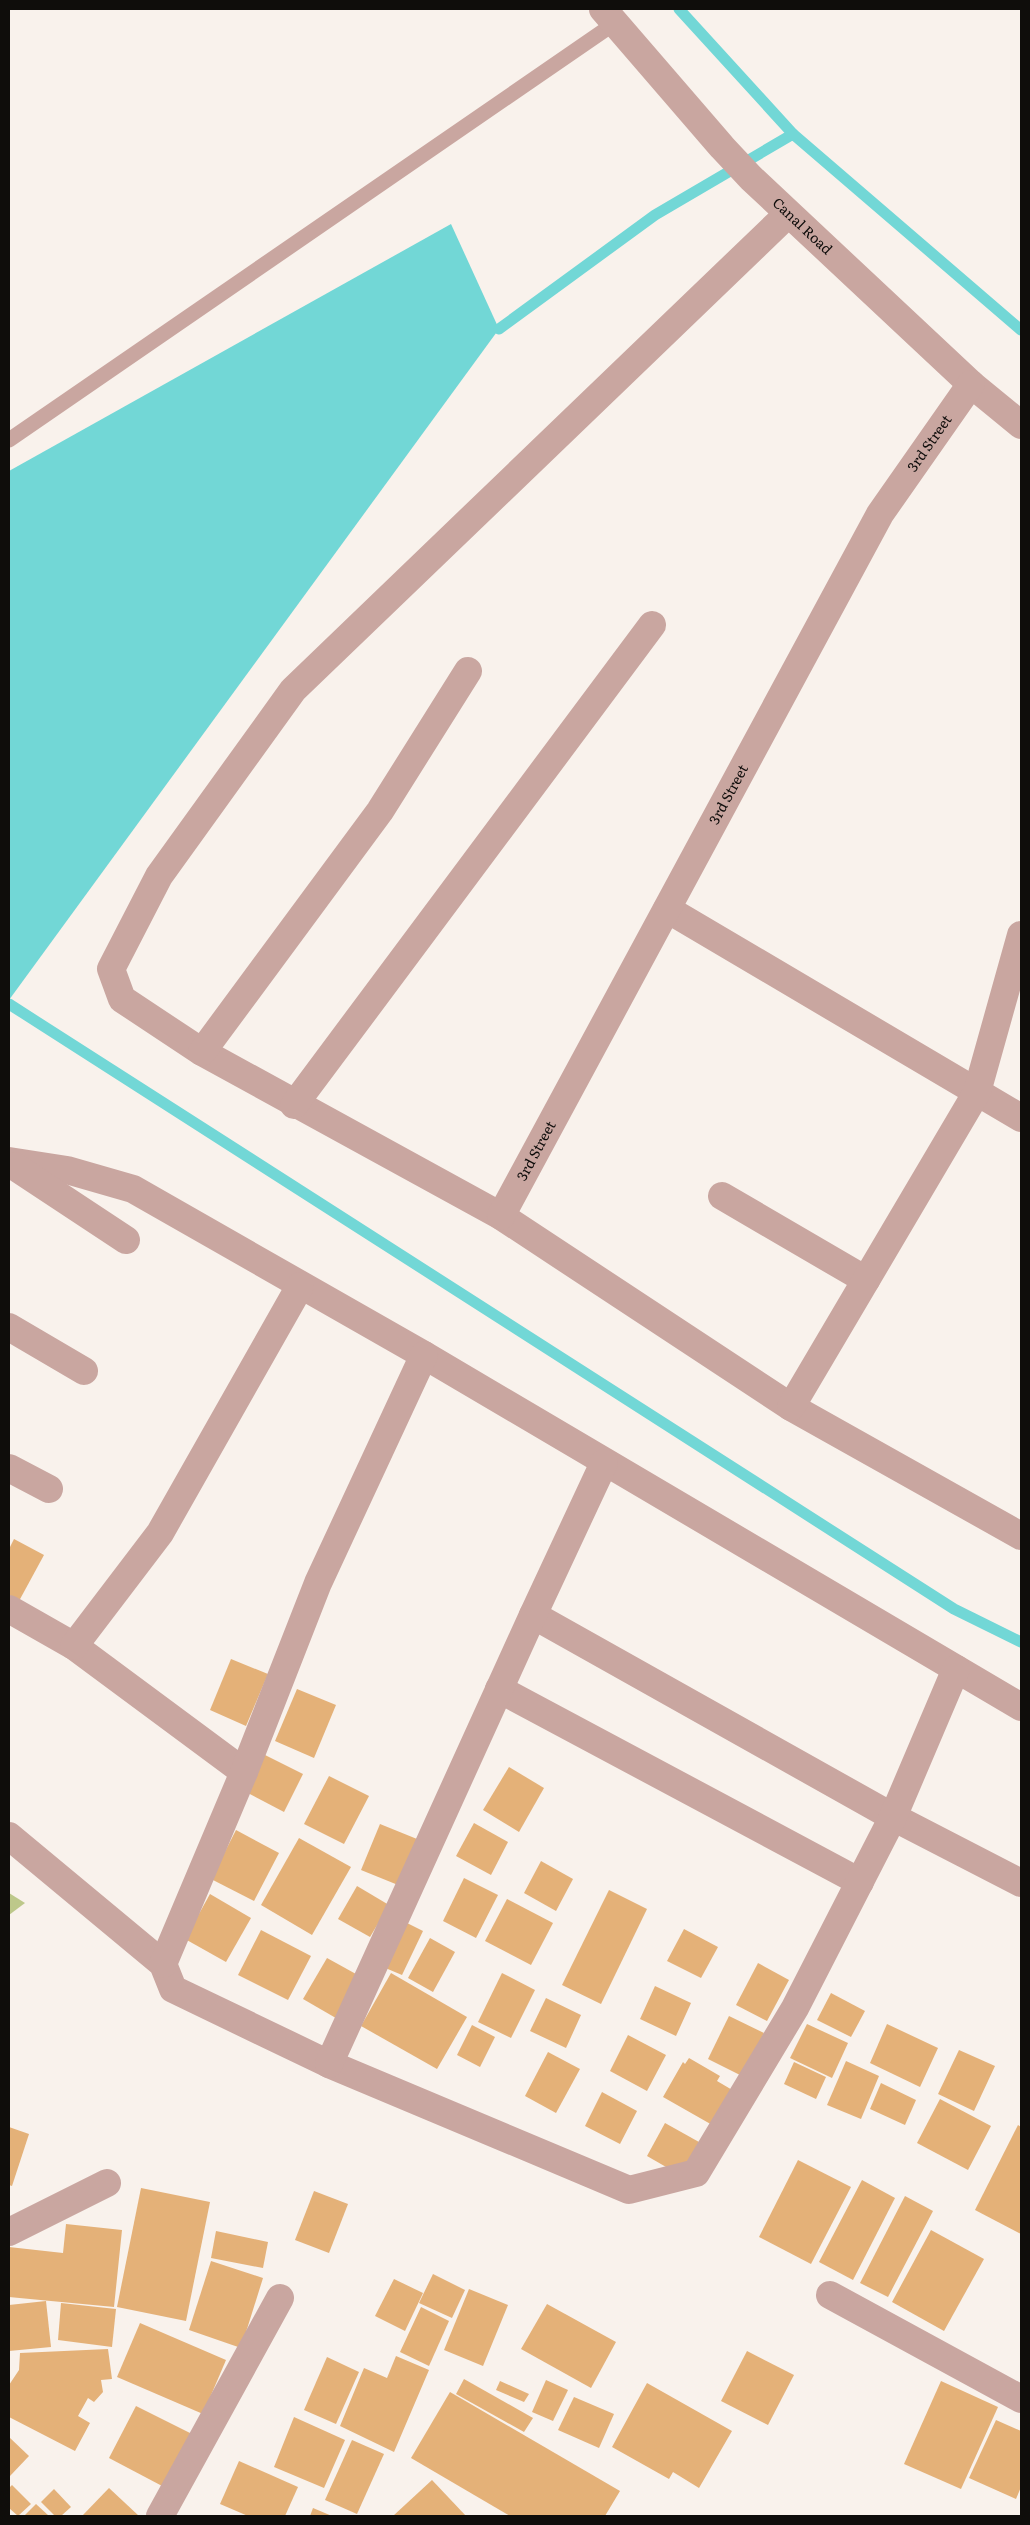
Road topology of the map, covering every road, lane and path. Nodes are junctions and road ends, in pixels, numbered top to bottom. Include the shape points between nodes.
1 (609, 16) edge
2 (788, 214) junction
3 (970, 384) junction
4 (1021, 426) edge
5 (9, 440) edge
6 (652, 625) dead end
7 (468, 671) dead end
8 (667, 908) junction
9 (1021, 936) edge
10 (202, 1052) junction
11 (977, 1092) junction
12 (294, 1105) junction
13 (1021, 1118) edge
14 (9, 1161) edge
15 (722, 1196) dead end
16 (501, 1216) junction
17 (126, 1240) dead end
18 (866, 1280) junction
19 (300, 1286) junction
20 (9, 1327) edge
21 (424, 1355) junction
22 (84, 1372) dead end
23 (791, 1407) junction
24 (604, 1463) junction
25 (9, 1468) edge
26 (49, 1489) dead end
27 (1021, 1536) edge
28 (9, 1609) edge
29 (532, 1615) junction
30 (74, 1646) junction
31 (956, 1669) junction
32 (499, 1688) junction
33 (1021, 1707) edge
34 (244, 1772) junction
35 (893, 1818) junction
36 (9, 1836) edge
37 (860, 1882) junction
38 (1021, 1883) edge
39 (163, 1964) junction
40 (330, 2064) junction
41 (107, 2183) dead end
42 (9, 2232) edge
43 (830, 2295) dead end
44 (280, 2298) dead end
45 (1021, 2399) edge
46 (160, 2516) edge

1 - 2 street, Canal Road via 722,147
1 - 5 lane
2 - 3 street, Canal Road
2 - 10 street via 293,690 159,876 111,969 122,999
3 - 4 street, Canal Road
3 - 8 street, 3rd Street via 880,514
6 - 12 street
7 - 10 street via 380,811
8 - 11 street
8 - 16 street, 3rd Street
9 - 11 street
10 - 12 street
11 - 13 street
11 - 18 street
12 - 16 street
14 - 17 street
14 - 19 street via 67,1170 133,1189
15 - 18 street
16 - 23 street
18 - 23 street
19 - 21 street
19 - 30 street via 160,1532
20 - 22 street
21 - 24 street
21 - 34 street via 318,1583
23 - 27 street
24 - 29 street
24 - 31 street
25 - 26 street
28 - 30 street
29 - 32 street
29 - 35 street
30 - 34 street
31 - 33 street
31 - 35 street
32 - 37 street
32 - 40 street
34 - 39 street
35 - 37 street
35 - 38 street
36 - 39 street
37 - 40 street via 796,2008 696,2173 629,2190
39 - 40 street via 173,1989
41 - 42 street
43 - 45 street
44 - 46 street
++++++++++++++++++++
Work to be completed - Restate each entry verbatim and skip every image.

Solved problem -
Road topology of the map, covering every road, lane and path. Nodes are junctions and road ends, in pixels, numbered top to bottom. Include the shape points between nodes.
1 (609, 16) edge
2 (788, 214) junction
3 (970, 384) junction
4 (1021, 426) edge
5 (9, 440) edge
6 (652, 625) dead end
7 (468, 671) dead end
8 (667, 908) junction
9 (1021, 936) edge
10 (202, 1052) junction
11 (977, 1092) junction
12 (294, 1105) junction
13 (1021, 1118) edge
14 (9, 1161) edge
15 (722, 1196) dead end
16 (501, 1216) junction
17 (126, 1240) dead end
18 (866, 1280) junction
19 (300, 1286) junction
20 (9, 1327) edge
21 (424, 1355) junction
22 (84, 1372) dead end
23 (791, 1407) junction
24 (604, 1463) junction
25 (9, 1468) edge
26 (49, 1489) dead end
27 (1021, 1536) edge
28 (9, 1609) edge
29 (532, 1615) junction
30 (74, 1646) junction
31 (956, 1669) junction
32 (499, 1688) junction
33 (1021, 1707) edge
34 (244, 1772) junction
35 (893, 1818) junction
36 (9, 1836) edge
37 (860, 1882) junction
38 (1021, 1883) edge
39 (163, 1964) junction
40 (330, 2064) junction
41 (107, 2183) dead end
42 (9, 2232) edge
43 (830, 2295) dead end
44 (280, 2298) dead end
45 (1021, 2399) edge
46 (160, 2516) edge

1 - 2 street, Canal Road via 722,147
1 - 5 lane
2 - 3 street, Canal Road
2 - 10 street via 293,690 159,876 111,969 122,999
3 - 4 street, Canal Road
3 - 8 street, 3rd Street via 880,514
6 - 12 street
7 - 10 street via 380,811
8 - 11 street
8 - 16 street, 3rd Street
9 - 11 street
10 - 12 street
11 - 13 street
11 - 18 street
12 - 16 street
14 - 17 street
14 - 19 street via 67,1170 133,1189
15 - 18 street
16 - 23 street
18 - 23 street
19 - 21 street
19 - 30 street via 160,1532
20 - 22 street
21 - 24 street
21 - 34 street via 318,1583
23 - 27 street
24 - 29 street
24 - 31 street
25 - 26 street
28 - 30 street
29 - 32 street
29 - 35 street
30 - 34 street
31 - 33 street
31 - 35 street
32 - 37 street
32 - 40 street
34 - 39 street
35 - 37 street
35 - 38 street
36 - 39 street
37 - 40 street via 796,2008 696,2173 629,2190
39 - 40 street via 173,1989
41 - 42 street
43 - 45 street
44 - 46 street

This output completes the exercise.